• _ASSIGNED TASK_:
Take every line from the records below that includes the word "lane".

[[ INPUT DATA, beginning ]]

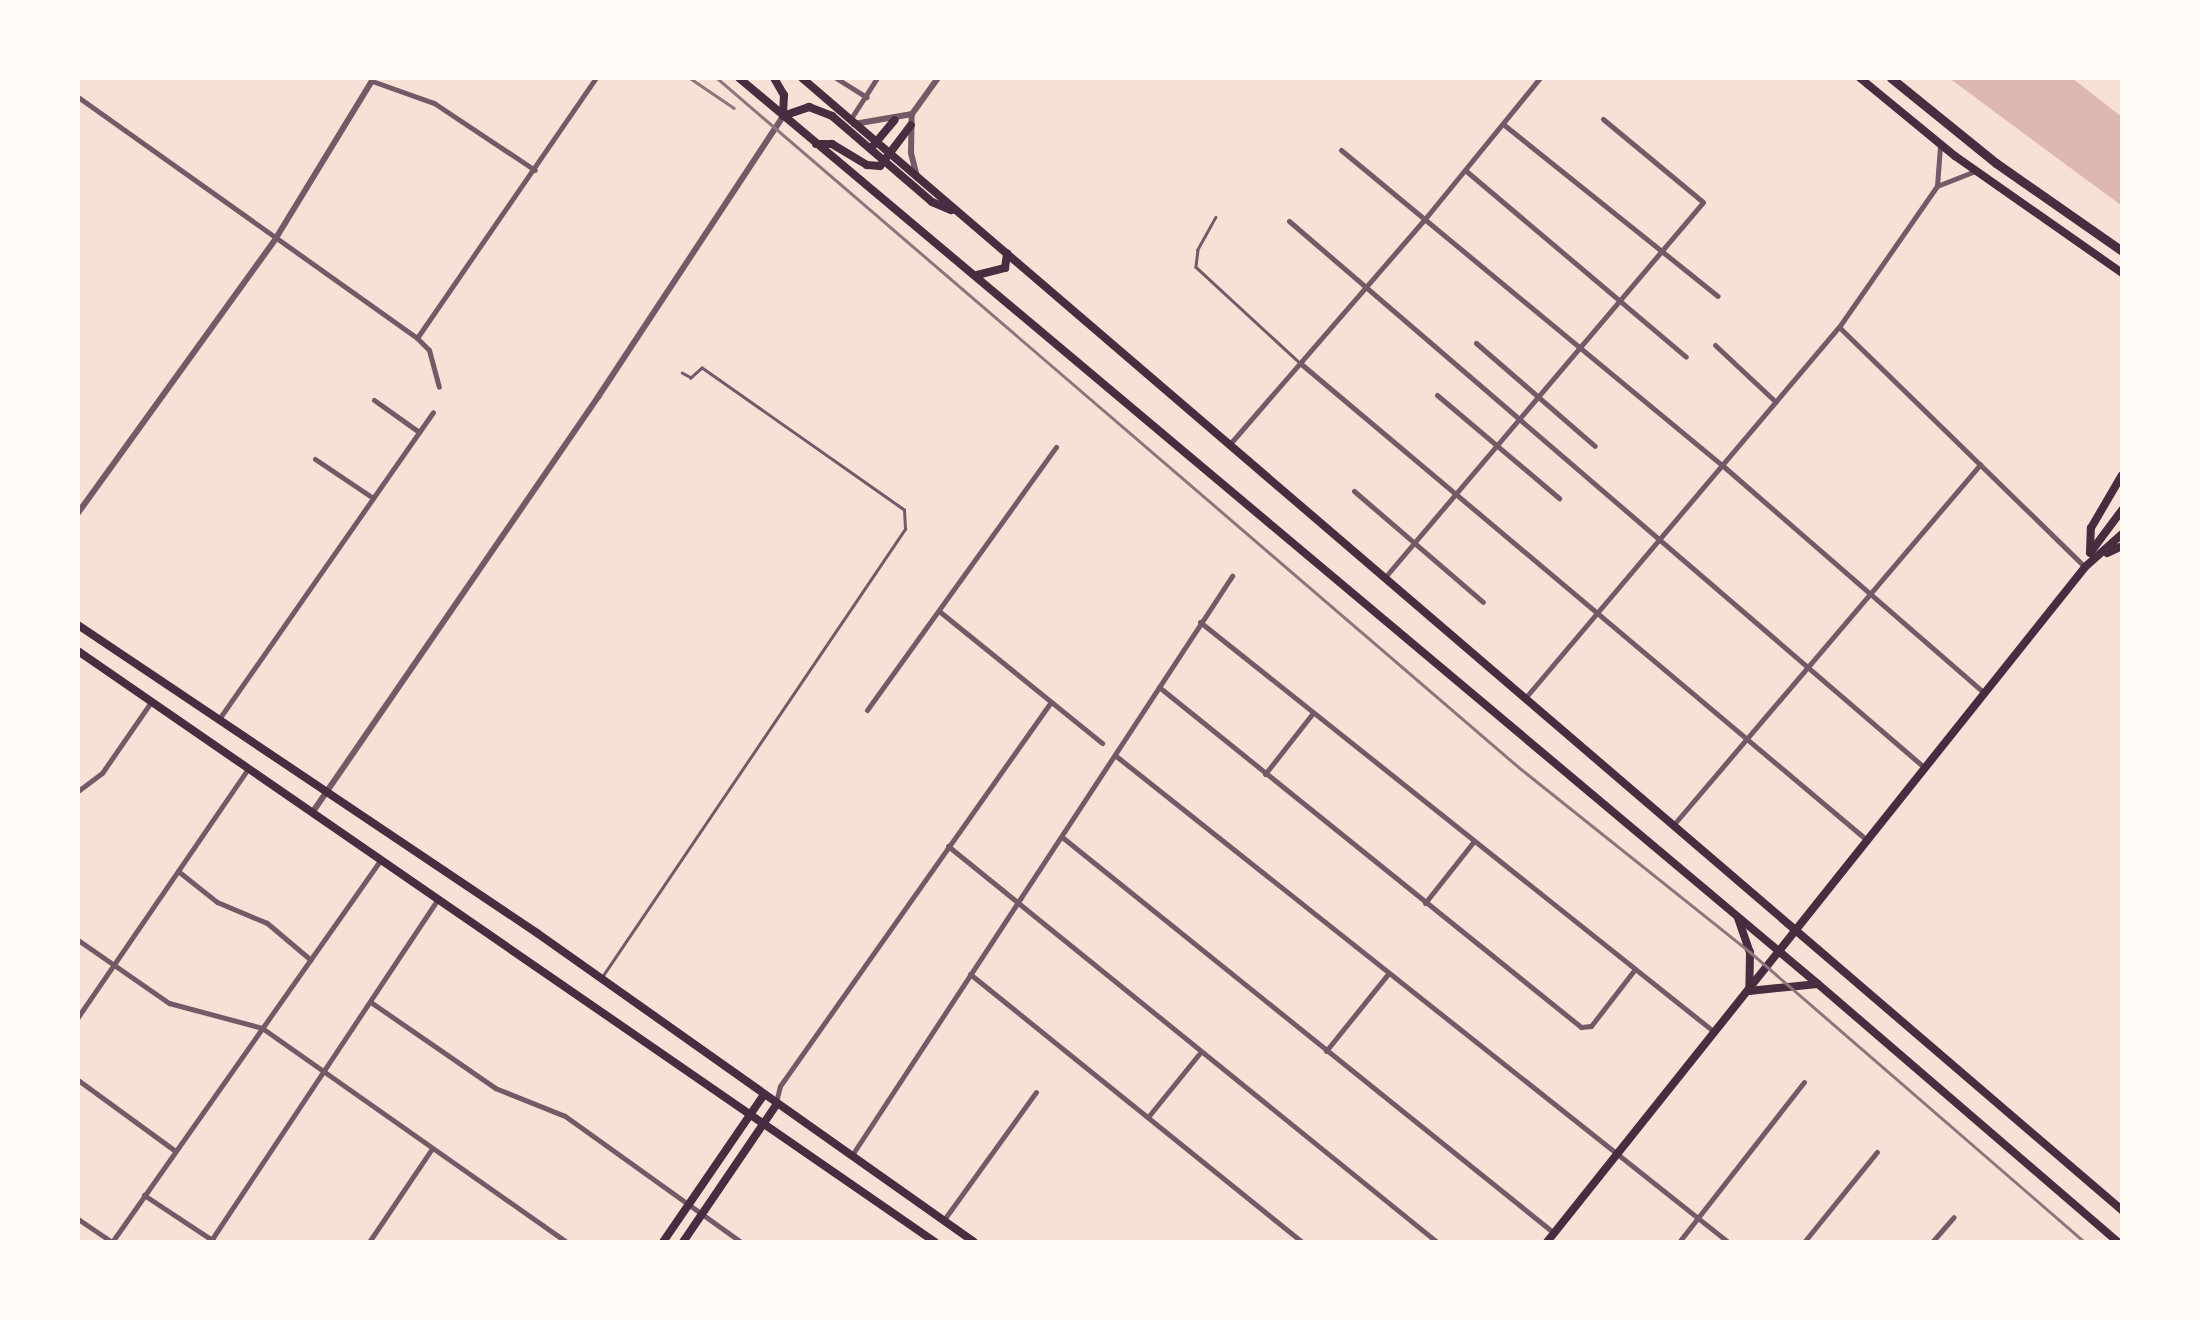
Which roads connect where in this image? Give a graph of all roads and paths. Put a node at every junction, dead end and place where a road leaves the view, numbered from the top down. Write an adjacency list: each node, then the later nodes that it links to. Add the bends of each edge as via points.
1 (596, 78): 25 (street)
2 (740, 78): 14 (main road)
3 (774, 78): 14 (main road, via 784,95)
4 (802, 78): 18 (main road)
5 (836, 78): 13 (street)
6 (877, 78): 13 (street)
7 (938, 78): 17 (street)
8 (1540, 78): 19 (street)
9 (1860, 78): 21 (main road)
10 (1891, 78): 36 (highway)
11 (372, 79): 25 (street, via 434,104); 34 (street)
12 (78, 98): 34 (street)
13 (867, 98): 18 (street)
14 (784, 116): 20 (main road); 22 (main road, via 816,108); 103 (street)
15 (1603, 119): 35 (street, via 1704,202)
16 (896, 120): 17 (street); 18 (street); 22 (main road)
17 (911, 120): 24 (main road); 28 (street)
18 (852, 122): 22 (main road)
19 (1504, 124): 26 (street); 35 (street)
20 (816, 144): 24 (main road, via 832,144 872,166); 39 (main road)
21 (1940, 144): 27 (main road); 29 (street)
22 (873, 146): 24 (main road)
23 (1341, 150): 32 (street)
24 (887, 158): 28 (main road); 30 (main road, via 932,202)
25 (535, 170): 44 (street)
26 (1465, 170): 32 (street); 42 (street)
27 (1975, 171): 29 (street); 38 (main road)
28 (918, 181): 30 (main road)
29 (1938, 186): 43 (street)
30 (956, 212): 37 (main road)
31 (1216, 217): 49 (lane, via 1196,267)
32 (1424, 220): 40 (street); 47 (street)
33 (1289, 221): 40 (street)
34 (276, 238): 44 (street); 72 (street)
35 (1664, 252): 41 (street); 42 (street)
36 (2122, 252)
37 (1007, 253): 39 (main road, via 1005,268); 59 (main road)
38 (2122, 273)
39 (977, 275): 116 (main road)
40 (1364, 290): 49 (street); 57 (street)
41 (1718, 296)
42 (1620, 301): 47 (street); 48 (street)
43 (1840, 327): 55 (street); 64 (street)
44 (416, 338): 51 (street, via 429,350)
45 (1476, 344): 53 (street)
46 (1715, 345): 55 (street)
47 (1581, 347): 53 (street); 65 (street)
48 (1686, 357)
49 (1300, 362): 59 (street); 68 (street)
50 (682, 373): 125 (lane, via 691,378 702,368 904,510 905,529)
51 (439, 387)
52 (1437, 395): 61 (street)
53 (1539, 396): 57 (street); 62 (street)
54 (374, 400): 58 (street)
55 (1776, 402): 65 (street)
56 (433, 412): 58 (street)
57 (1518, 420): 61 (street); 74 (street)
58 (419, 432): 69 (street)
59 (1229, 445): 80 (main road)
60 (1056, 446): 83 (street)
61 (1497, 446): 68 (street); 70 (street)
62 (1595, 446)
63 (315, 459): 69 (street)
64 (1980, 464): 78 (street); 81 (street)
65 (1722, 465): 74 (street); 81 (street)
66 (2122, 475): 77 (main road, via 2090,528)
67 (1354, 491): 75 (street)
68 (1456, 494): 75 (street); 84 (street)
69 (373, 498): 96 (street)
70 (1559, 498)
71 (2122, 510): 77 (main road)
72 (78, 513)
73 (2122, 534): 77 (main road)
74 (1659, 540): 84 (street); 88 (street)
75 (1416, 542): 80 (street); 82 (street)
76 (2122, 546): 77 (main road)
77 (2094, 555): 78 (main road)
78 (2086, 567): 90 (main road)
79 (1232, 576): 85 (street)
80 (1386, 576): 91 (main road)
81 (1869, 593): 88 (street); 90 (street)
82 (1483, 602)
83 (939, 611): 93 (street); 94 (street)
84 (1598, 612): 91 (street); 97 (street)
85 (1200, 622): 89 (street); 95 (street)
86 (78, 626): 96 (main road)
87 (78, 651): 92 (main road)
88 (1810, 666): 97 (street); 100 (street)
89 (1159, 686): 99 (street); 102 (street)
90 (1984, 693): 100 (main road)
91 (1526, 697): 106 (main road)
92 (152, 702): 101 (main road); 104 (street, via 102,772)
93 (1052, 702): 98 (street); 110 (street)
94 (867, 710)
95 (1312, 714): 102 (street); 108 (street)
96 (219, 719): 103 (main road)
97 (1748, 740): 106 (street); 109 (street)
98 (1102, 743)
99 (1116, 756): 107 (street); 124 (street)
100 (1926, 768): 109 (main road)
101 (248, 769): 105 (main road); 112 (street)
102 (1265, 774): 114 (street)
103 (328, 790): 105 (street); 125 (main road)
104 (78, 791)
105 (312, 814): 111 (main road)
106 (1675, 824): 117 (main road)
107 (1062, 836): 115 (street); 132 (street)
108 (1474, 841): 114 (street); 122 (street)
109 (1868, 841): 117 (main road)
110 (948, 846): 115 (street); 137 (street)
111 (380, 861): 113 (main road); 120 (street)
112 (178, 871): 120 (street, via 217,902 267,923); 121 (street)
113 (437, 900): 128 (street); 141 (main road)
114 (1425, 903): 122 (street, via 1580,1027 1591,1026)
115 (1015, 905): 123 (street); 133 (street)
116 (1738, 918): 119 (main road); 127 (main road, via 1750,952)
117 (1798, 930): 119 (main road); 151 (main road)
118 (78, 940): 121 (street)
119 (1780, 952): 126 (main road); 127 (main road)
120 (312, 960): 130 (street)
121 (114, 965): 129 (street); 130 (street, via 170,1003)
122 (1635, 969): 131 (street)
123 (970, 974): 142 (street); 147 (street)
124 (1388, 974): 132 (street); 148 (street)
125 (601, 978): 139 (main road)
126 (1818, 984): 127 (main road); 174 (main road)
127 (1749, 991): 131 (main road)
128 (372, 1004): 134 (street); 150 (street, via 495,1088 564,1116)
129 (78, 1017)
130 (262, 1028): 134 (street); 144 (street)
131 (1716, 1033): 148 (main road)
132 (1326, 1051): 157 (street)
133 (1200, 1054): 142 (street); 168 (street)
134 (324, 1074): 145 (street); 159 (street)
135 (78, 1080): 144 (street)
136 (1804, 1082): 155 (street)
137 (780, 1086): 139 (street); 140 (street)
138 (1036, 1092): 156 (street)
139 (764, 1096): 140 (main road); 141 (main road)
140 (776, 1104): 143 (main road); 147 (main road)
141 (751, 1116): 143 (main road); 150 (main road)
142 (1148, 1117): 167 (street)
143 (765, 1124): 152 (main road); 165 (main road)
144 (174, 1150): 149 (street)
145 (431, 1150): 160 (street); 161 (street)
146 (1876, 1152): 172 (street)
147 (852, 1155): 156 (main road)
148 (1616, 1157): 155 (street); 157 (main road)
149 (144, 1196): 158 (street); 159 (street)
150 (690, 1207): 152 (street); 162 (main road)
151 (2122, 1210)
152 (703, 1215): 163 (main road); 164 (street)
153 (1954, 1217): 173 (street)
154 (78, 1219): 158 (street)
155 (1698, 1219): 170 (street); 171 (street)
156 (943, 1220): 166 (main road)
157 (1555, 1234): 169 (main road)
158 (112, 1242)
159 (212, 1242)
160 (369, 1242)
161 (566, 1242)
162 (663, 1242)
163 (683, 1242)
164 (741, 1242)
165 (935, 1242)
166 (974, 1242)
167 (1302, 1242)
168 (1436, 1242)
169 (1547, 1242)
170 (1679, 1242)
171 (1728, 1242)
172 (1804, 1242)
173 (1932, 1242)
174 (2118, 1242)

[[ INPUT DATA, end ]]

• _OUTPUT FOR THIS TASK_:
31 (1216, 217): 49 (lane, via 1196,267)
50 (682, 373): 125 (lane, via 691,378 702,368 904,510 905,529)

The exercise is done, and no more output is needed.